I meant to say that a temporary is never a reference, and a reference is never a temporary. Unless it changed, a temporary is a rvalue and a reference is a lvalue. This may be nitpicking, but IMO when dealing with C++ it is important to use the most precise vocabulary.
curiousguy over 12 years

But it will only tell you what a given compiler, invoked with a given set of options, on a given architecture, does. There are many areas where C++ behaviour is allowed by the standard to vary between compilers (implementation defined, unspecified, undefined behaviours).
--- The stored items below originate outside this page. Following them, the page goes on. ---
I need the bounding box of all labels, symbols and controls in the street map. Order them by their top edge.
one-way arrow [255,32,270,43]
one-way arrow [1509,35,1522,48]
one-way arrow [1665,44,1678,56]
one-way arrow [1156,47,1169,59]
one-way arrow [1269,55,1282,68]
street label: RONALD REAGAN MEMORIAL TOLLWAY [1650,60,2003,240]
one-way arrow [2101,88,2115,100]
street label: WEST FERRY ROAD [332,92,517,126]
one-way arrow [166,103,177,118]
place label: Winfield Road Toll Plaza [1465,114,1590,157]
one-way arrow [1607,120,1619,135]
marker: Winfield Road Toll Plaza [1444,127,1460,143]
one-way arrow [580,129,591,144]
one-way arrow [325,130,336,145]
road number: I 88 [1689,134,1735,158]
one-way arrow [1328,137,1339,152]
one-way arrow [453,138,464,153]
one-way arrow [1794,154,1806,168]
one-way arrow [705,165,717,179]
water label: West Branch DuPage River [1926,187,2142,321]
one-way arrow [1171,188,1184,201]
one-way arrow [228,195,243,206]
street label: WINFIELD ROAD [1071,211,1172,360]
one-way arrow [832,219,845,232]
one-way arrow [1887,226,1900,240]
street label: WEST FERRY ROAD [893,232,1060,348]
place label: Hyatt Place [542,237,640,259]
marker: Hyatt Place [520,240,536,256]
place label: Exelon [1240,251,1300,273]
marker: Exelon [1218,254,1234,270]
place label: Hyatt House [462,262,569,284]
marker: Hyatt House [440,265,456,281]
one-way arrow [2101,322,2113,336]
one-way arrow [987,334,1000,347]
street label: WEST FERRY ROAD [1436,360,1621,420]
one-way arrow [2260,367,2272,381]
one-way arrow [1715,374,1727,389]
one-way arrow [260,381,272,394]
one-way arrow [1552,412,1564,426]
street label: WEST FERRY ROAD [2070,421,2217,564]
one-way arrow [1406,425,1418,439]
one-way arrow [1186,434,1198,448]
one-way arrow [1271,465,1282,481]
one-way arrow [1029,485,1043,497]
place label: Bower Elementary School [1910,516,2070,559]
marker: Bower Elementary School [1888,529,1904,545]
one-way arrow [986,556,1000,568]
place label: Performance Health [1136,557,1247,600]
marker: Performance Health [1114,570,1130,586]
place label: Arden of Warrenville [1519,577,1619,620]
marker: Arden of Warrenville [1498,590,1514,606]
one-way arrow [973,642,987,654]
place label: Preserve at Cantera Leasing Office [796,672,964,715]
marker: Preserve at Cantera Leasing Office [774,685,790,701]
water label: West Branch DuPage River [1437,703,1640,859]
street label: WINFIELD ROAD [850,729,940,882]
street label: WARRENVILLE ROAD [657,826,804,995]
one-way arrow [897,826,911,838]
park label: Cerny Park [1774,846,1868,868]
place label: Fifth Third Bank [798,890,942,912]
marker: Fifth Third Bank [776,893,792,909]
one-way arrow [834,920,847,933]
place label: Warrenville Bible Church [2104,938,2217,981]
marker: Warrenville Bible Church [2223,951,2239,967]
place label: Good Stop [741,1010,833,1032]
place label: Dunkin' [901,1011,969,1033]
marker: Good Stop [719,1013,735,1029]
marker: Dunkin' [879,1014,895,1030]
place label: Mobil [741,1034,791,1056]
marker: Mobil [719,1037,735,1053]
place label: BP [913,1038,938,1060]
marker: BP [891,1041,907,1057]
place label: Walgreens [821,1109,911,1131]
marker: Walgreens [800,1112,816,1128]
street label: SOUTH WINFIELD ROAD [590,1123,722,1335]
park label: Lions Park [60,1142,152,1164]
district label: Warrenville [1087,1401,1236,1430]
Also, not all compilers perfectly implement every standard requirement.
curiousguy over 12 years

"it offers more restrictive explicit casts, such as static_cast, dynamic_cast, reinterpret_cast, and const_cast" True, but a cast to a floating point type is always a static_cast. You do not need the verbosity of these differentiated casts here.
Ben Voigt over 12 years

@curiousguy: (*p) is an lvalue, even when p is a temporary. You can think about a reference the same way, but since naming a reference always yields the value it refers to (the reference is totally transparent), it's impossible to tell whether a temporary reference was created. Just like you can't ask the compiler how big a reference is, you can only ask how big the target of the reference is. But that doesn't mean that the reference doesn't take up storage -- it frequently does.
user1284631 over 9 years

Apparently, reinterpret_cast does not create this but, yes, static_cast does.
GingerPlusPlus over 9 years

@Ben The link in your answer seems to be broken.
Ben Voigt over 9 years

@GingerPlusPlus: Please complain to ideone.com (I already have). Their policy is that they store code snippets "Forever." Anyway, the code example in my answer is complete, so you can just cut+paste it into your favorite compiler and see the effect of the cast.